Thanks for the review!
Hey there, @TheMulticoloredCyr! I'm here to review your work.
From the two poems of yours that I've read so far, imagery seems to be one of your strengths. I love the variety you used when describing different aspects of the flames in your poem; it served as a great metaphor for leaving toxic relationships. One of my favorite pieces of imagery is when you describe the bridge as not being a pyre - the suggestion that the fire isn't meant to bring you down, too, is one of the most powerful metaphors in the entire poem.
You also have a knack for repetition. Since this poem is supposed to be a warning and a guide, the repetition works really well - it continually enforces the need to get away from the fire.
I wanted to be helpful and come up with some kind of critique, but I honestly couldn't come up with one.
So great job with that!
Thank you for sharing this poem, and I can't wait to read more of your works.
Thanks for the review!
Hey that was awesome!!
I really loved your flow. The way it went on was nice. The deep meaning behind the poem really touched my heart. The starting was beautiful. The title was catchy too. When I read'Oh Child of love', I was sure that today I will read something unique. And the poem is really distinctive. The choice of topic is great. The emotions expressed will leave you awed.
It is adorable! Keep on the good work!
Hello, FlamingPhoenix here with a review for you on this lovely day, and to also get your wonderful work out the green room.
Okay let's start.
I am happy to say I didn't see any really big things in this poem that needs to be fixed, so the things I'm going to tell you know you don't have to do what I say, I'm just telling you my thoughts.
So when I was reading this poem you did repeat a few words right after each other like Sometimes and You.
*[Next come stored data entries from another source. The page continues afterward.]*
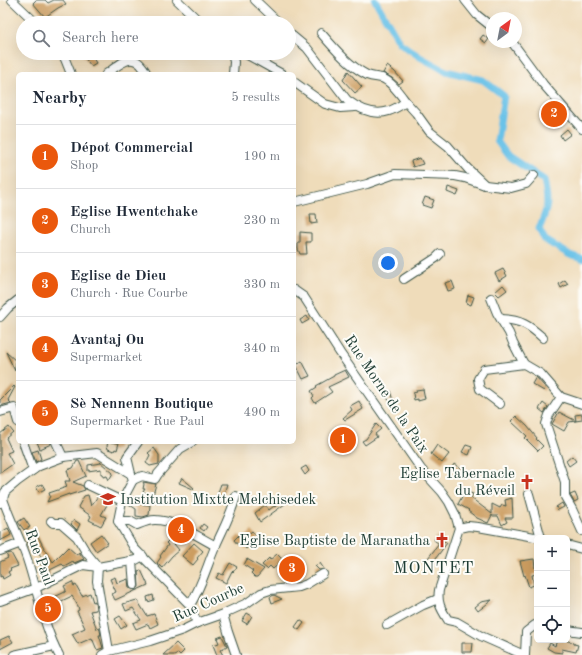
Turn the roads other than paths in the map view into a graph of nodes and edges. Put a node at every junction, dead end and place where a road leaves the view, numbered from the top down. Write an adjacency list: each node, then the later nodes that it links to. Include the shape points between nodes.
1 (12, 0): 5 (street)
2 (177, 0): 6 (street)
3 (255, 0): 7 (street)
4 (465, 0): 8 (street)
5 (29, 16)
6 (194, 16)
7 (272, 16)
8 (486, 22)
9 (321, 33): 23 (street, via 356,67 392,85)
10 (296, 39): 24 (street, via 307,48)
11 (516, 48): 25 (street, via 543,84)
12 (65, 60): 17 (street)
13 (126, 60): 18 (street)
14 (135, 60): 19 (street)
15 (234, 60): 20 (street)
16 (257, 60): 21 (street)
17 (69, 72)
18 (109, 72)
19 (145, 72)
20 (235, 72)
21 (278, 72)
22 (296, 83): 24 (street, via 325,104 340,108)
23 (406, 102): 24 (street, via 389,111 376,113); 27 (street, via 429,131 448,146)
24 (355, 107)
25 (582, 128)
26 (534, 176): 27 (street, via 526,184 511,188)
27 (485, 185): 28 (street, via 455,176 395,174 367,184)
28 (296, 202)
29 (440, 254): 30 (street)
30 (404, 279)
31 (296, 291): 59 (street, Rue Morne de la Paix, via 304,296 340,353 421,469 449,502)
32 (491, 298): 35 (street)
33 (16, 302): 34 (street)
34 (0, 317)
35 (501, 319): 36 (street, via 524,323); 37 (street)
36 (543, 338)
37 (524, 364): 38 (street, via 541,374); 39 (street, via 484,369 478,379 480,389)
38 (561, 397): 40 (street); 60 (street, via 546,424 565,482 565,497)
39 (500, 404)
40 (582, 404)
41 (0, 412): 42 (street, via 14,408)
42 (16, 415)
43 (24, 444): 50 (street)
44 (57, 444): 47 (street)
45 (137, 444): 48 (street)
46 (188, 444): 51 (street, via 180,448 156,479)
47 (62, 457): 49 (street, via 97,453); 50 (street)
48 (127, 457): 49 (street); 51 (street)
49 (119, 466): 51 (street)
50 (33, 470): 55 (street)
51 (132, 477): 56 (street)
52 (88, 485): 56 (street)
53 (529, 494): 61 (street)
54 (236, 496): 64 (street)
55 (1, 497): 63 (street, Rue Paul)
56 (122, 501): 58 (street)
57 (51, 521): 70 (street, via 61,523 77,537)
58 (118, 521): 64 (street, via 130,521 137,525 153,520 159,521 180,527); 68 (street, via 134,548)
59 (459, 528): 62 (street, via 478,527); 74 (street, via 443,575)
60 (582, 531)
61 (540, 535)
62 (534, 537)
63 (22, 543): 67 (street); 73 (street, Rue Paul)
64 (216, 546): 76 (street, via 198,592)
65 (570, 546): 66 (street)
66 (582, 549)
67 (0, 551)
68 (143, 556): 69 (street); 76 (street)
69 (132, 561): 70 (street); 72 (street)
70 (98, 567): 73 (street, via 83,565); 84 (street, via 97,581)
71 (323, 574): 77 (street, Rue Courbe, via 299,587 261,593)
72 (134, 585)
73 (36, 588): 75 (street); 83 (street, Rue Paul)
74 (438, 599): 79 (street); 88 (street, via 448,620)
75 (0, 601)
76 (190, 605): 78 (street)
77 (223, 614): 78 (street, Rue Courbe); 87 (street)
78 (197, 623): 84 (street, Rue Courbe, via 150,641)
79 (387, 625)
80 (534, 626): 88 (street, via 526,632)
81 (570, 630): 82 (street)
82 (582, 632)
83 (54, 646): 85 (street); 86 (street, Rue Paul)
84 (106, 653)
85 (14, 655)
86 (59, 655)
87 (236, 655)
88 (525, 655)

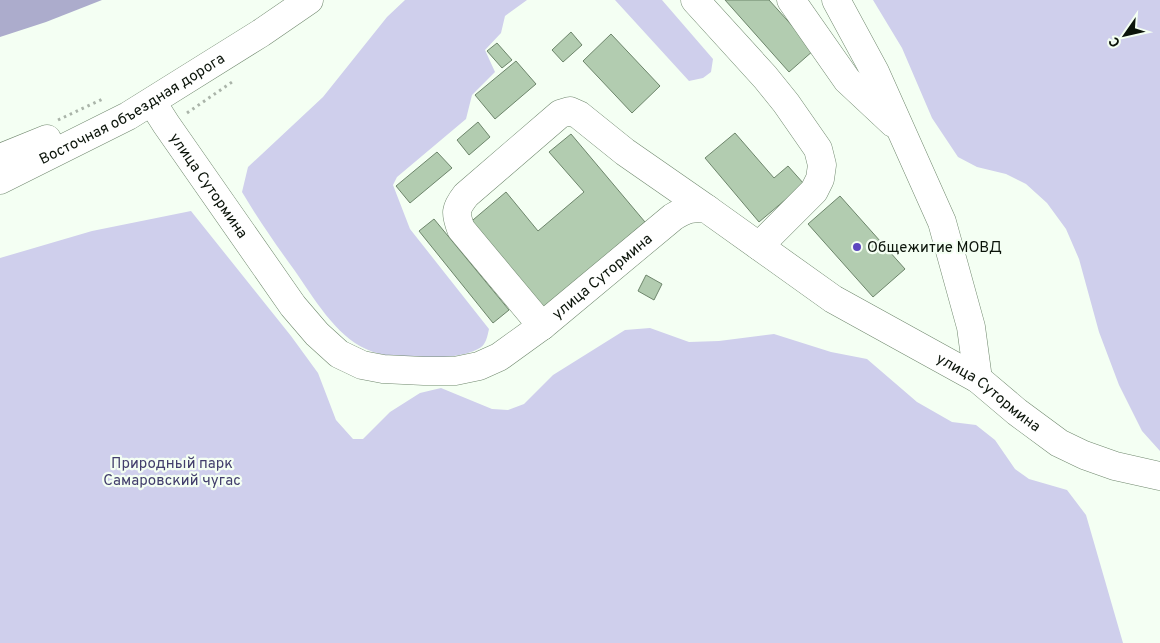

Maybe thing about changing them into another word, it will make it sound a little less repetitive, but like I said before you don't have to do what I say if you don't agree.
Other than those things I really loved this poem. It was an amazing peace, and I loved every moment reading it.
Your emotions were really deep, and I like poems that have emotions because it helps the reader become more connected to what it is all about.
The story you are telling us here is something I have thought about many times, so I really felt what you said here.
Over all this was a wonderful poem, and I wish it kept going but sadly all thing must come to an end, though I'm really happy I got to be one of the people to read and help get it out the green room. I hope you will keep writing amazing works, because I look forward to the next one. Have a great day or night.
Your friend
FlamingPhoenix.
Reviewing with a fiery passion.
HAPPY REVIEW DAY!!!!!
Wow!That was so beautiful.It was sooo smooth and still.While reading this i thought time had stopped for a well.The words blended so well together.I don't care if all wasn't rhyming it was jst amazing.It was such a deep poem having so many aspects.Like its going to connect with everyone with a different picture and meaning.

But sometimes bridges want to burn
Sometimes your heart is too big
Sometimes the flames hurt
These are my fav lines.Sometimes the flames do hurt so much.The pain becomes unbearable.
This poem connected to me in a way that no matter how hard u try to please the world it will never be happy with you.One day all your hardworks and sacrifices all will be burned with a single flaw.But its hard its so hard to just go and leave them behind.